Recorded data:
____
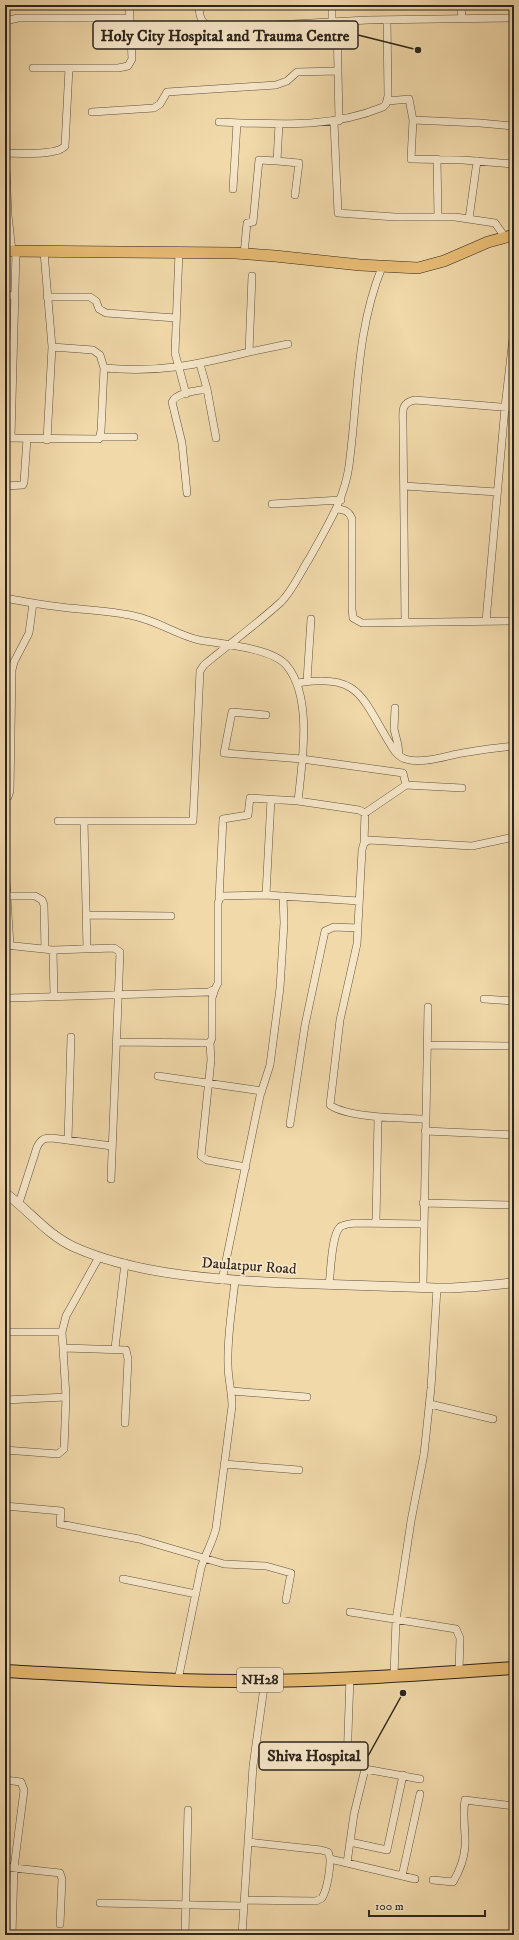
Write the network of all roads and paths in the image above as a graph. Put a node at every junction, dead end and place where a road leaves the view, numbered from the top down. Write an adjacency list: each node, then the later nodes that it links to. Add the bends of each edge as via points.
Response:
1 (129, 5): 5 (street)
2 (199, 5): 10 (street, via 200,19 211,27)
3 (332, 5): 10 (street)
4 (461, 5): 7 (street)
5 (130, 18): 9 (street, via 18,18); 12 (street, via 132,59 128,66)
6 (514, 18): 7 (street)
7 (462, 19): 8 (street)
8 (387, 20): 10 (street); 14 (street)
9 (5, 21)
10 (334, 22): 13 (street)
11 (33, 68): 12 (street)
12 (69, 68): 23 (street, via 65,146 62,150 52,152)
13 (338, 71): 15 (street, via 297,72 287,81 276,85 167,92 160,104 154,108); 17 (street)
14 (388, 101): 16 (street, via 409,99); 17 (street, via 383,107)
15 (92, 112)
16 (413, 120): 21 (street); 24 (street, via 411,159)
17 (336, 121): 20 (street, via 301,125); 30 (street, via 338,213)
18 (219, 122): 19 (street)
19 (237, 123): 20 (street); 28 (street)
20 (279, 124): 25 (street)
21 (514, 126)
22 (5, 145): 23 (street)
23 (5, 154): 33 (street)
24 (437, 159): 26 (street); 30 (street)
25 (277, 161): 29 (street, via 299,163); 36 (street, via 259,160 254,222 247,223)
26 (477, 161): 27 (street); 31 (street)
27 (514, 164)
28 (233, 189)
29 (295, 195)
30 (438, 217): 31 (street)
31 (470, 219): 32 (street, via 495,223)
32 (509, 236): 37 (main road, via 418,268)
33 (11, 252): 34 (main road); 40 (street)
34 (44, 252): 35 (main road); 41 (street)
35 (179, 252): 36 (main road); 42 (street)
36 (244, 254): 37 (main road)
37 (382, 267): 66 (street, via 364,325 349,466)
38 (252, 276): 48 (street)
39 (5, 295): 40 (street)
40 (15, 296): 46 (street)
41 (48, 297): 42 (street, via 90,297 96,301 98,309 106,313); 47 (street)
42 (176, 318): 50 (street, via 175,353)
43 (514, 329): 54 (street)
44 (288, 344): 48 (street)
45 (5, 345): 46 (street)
46 (14, 345): 58 (street)
47 (52, 347): 51 (street, via 93,350 100,355); 61 (street)
48 (249, 352): 49 (street)
49 (200, 364): 50 (street); 52 (street)
50 (178, 367): 51 (street, via 146,370); 53 (street)
51 (104, 368): 56 (street)
52 (207, 389): 53 (street); 59 (street)
53 (186, 394): 65 (street, via 174,398 172,402 182,443)
54 (504, 407): 55 (street); 63 (street, via 415,400 407,402 403,410); 64 (street)
55 (514, 408)
56 (101, 437): 57 (street); 61 (street, via 96,440)
57 (134, 437)
58 (8, 438): 60 (street)
59 (216, 438)
60 (27, 439): 61 (street); 62 (street, via 23,485)
61 (47, 440)
62 (5, 486)
63 (404, 486): 64 (street); 74 (street)
64 (497, 492): 72 (street)
65 (187, 493)
66 (341, 500): 67 (street); 68 (street)
67 (272, 504)
68 (338, 509): 74 (street, via 350,514 352,519 353,618 362,623); 75 (street, via 292,588 281,601)
69 (5, 598): 70 (street)
70 (33, 603): 75 (street, via 133,615 156,621 197,639); 85 (street, via 29,633 12,670 10,791)
71 (311, 619): 76 (street)
72 (486, 621): 73 (street); 74 (street)
73 (514, 621)
74 (405, 622)
75 (228, 645): 77 (street, via 266,653 280,659 287,665); 90 (street, via 204,664 200,671 193,821)
76 (307, 681): 77 (street); 81 (street, via 331,680 349,686 370,708)
77 (297, 683): 82 (street, via 303,711)
78 (395, 708): 81 (street, via 394,729)
79 (266, 715): 82 (street, via 232,712 224,753)
80 (514, 746): 81 (street, via 436,759 406,759)
81 (398, 755)
82 (302, 759): 83 (street, via 403,774); 87 (street)
83 (406, 785): 84 (street); 88 (street)
84 (462, 788)
85 (5, 799)
86 (271, 799): 87 (street); 94 (street); 97 (street, via 250,798 248,815 223,819)
87 (298, 802): 88 (street)
88 (365, 813): 92 (street)
89 (58, 821): 90 (street)
90 (84, 821): 99 (street)
91 (514, 837): 92 (street, via 472,846 369,840)
92 (364, 843): 98 (street)
93 (5, 865): 95 (street)
94 (266, 895): 96 (street); 97 (street, via 223,896)
95 (7, 896): 102 (street); 103 (street, via 35,896 42,900)
96 (283, 896): 98 (street); 120 (street, via 280,988 270,1065)
97 (219, 899): 106 (street, via 218,983)
98 (360, 901): 101 (street)
99 (86, 915): 100 (street); 104 (street)
100 (171, 916)
101 (358, 928): 121 (street, via 354,965 340,1020 330,1105 340,1110); 123 (street, via 334,927 325,931 305,1025)
102 (7, 946): 103 (street)
103 (45, 949): 105 (street)
104 (87, 949): 105 (street); 107 (street, via 114,948 120,952)
105 (53, 950): 108 (street)
106 (215, 990): 107 (street); 115 (street, via 212,998)
107 (119, 995): 108 (street); 114 (street)
108 (54, 997): 109 (street)
109 (10, 998)
110 (484, 999): 111 (street)
111 (514, 1001)
112 (428, 1007): 116 (street)
113 (72, 1037): 126 (street)
114 (116, 1042): 115 (street); 127 (street)
115 (210, 1043): 119 (street)
116 (427, 1044): 117 (street); 122 (street)
117 (514, 1046)
118 (158, 1076): 119 (street)
119 (208, 1083): 120 (street); 128 (street, via 201,1156 207,1160)
120 (262, 1091): 128 (street)
121 (378, 1117): 122 (street); 134 (street)
122 (426, 1119): 124 (street)
123 (290, 1124)
124 (425, 1131): 125 (street); 131 (street)
125 (514, 1135)
126 (68, 1140): 127 (street); 132 (street, via 41,1140)
127 (112, 1146): 129 (street)
128 (246, 1167): 138 (street)
129 (111, 1179)
130 (5, 1193): 132 (street, Daulatpur Road)
131 (423, 1202): 133 (street); 135 (street)
132 (19, 1203): 136 (street, Daulatpur Road, via 48,1232 73,1246)
133 (514, 1205)
134 (376, 1223): 135 (street); 141 (street, via 345,1224 336,1232)
135 (423, 1224): 142 (street)
136 (99, 1256): 137 (street, Daulatpur Road); 145 (street, via 66,1316)
137 (125, 1263): 138 (street, Daulatpur Road); 147 (street)
138 (222, 1280): 139 (street, Daulatpur Road)
139 (235, 1281): 141 (street, Daulatpur Road); 148 (street, via 228,1350)
140 (514, 1283): 143 (street, Daulatpur Road)
141 (329, 1285): 142 (street, Daulatpur Road)
142 (423, 1287): 143 (street, Daulatpur Road)
143 (436, 1288): 152 (street)
144 (5, 1332): 145 (street)
145 (62, 1332): 146 (street)
146 (64, 1348): 147 (street); 149 (street)
147 (115, 1348): 154 (street, via 128,1352)
148 (232, 1391): 150 (street); 156 (street)
149 (66, 1397): 151 (street); 155 (street, via 64,1444 61,1453)
150 (307, 1397)
151 (5, 1400)
152 (430, 1404): 153 (street); 164 (street)
153 (493, 1419)
154 (125, 1423)
155 (5, 1450)
156 (224, 1464): 157 (street); 159 (street, via 215,1534)
157 (299, 1470)
158 (5, 1506): 159 (street, via 61,1511 60,1524 139,1539)
159 (203, 1559): 161 (street); 162 (street, via 224,1564 266,1566 291,1573)
160 (122, 1579): 161 (street)
161 (196, 1594): 170 (street)
162 (286, 1600)
163 (350, 1612): 164 (street)
164 (396, 1620): 167 (street, via 456,1629 460,1638); 168 (street)
165 (514, 1668): 167 (highway, NH28)
166 (5, 1671): 170 (highway, NH28)
167 (459, 1672): 168 (highway, NH28)
168 (394, 1676): 169 (highway, NH28)
169 (350, 1677): 171 (highway, NH28); 172 (street)
170 (178, 1680): 171 (highway, NH28)
171 (265, 1680): 179 (street, via 253,1766)
172 (347, 1763)
173 (403, 1775): 174 (street); 180 (street, via 365,1768); 180 (street, via 387,1850)
174 (420, 1779)
175 (5, 1780): 184 (street, via 21,1782 24,1785)
176 (420, 1794): 185 (street)
177 (514, 1806): 187 (street, via 465,1800 465,1847 458,1874 453,1882)
178 (188, 1810): 190 (street)
179 (248, 1842): 181 (street, via 321,1850 328,1852); 189 (street)
180 (350, 1842): 182 (street)
181 (330, 1859): 182 (street); 189 (street, via 326,1892 322,1898 316,1901)
182 (347, 1863): 185 (street)
183 (5, 1867): 184 (street)
184 (14, 1868): 191 (street, via 60,1873); 192 (street)
185 (402, 1876): 186 (street)
186 (415, 1879)
187 (433, 1880)
188 (100, 1903): 190 (street)
189 (244, 1903): 190 (street); 194 (street)
190 (184, 1905): 193 (street)
191 (60, 1924)
192 (12, 1935)
193 (185, 1935)
194 (242, 1935)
____
Assignment: Within the records above, count the lines that contain "highway" and give the number with nothing added.

Result for this task: 6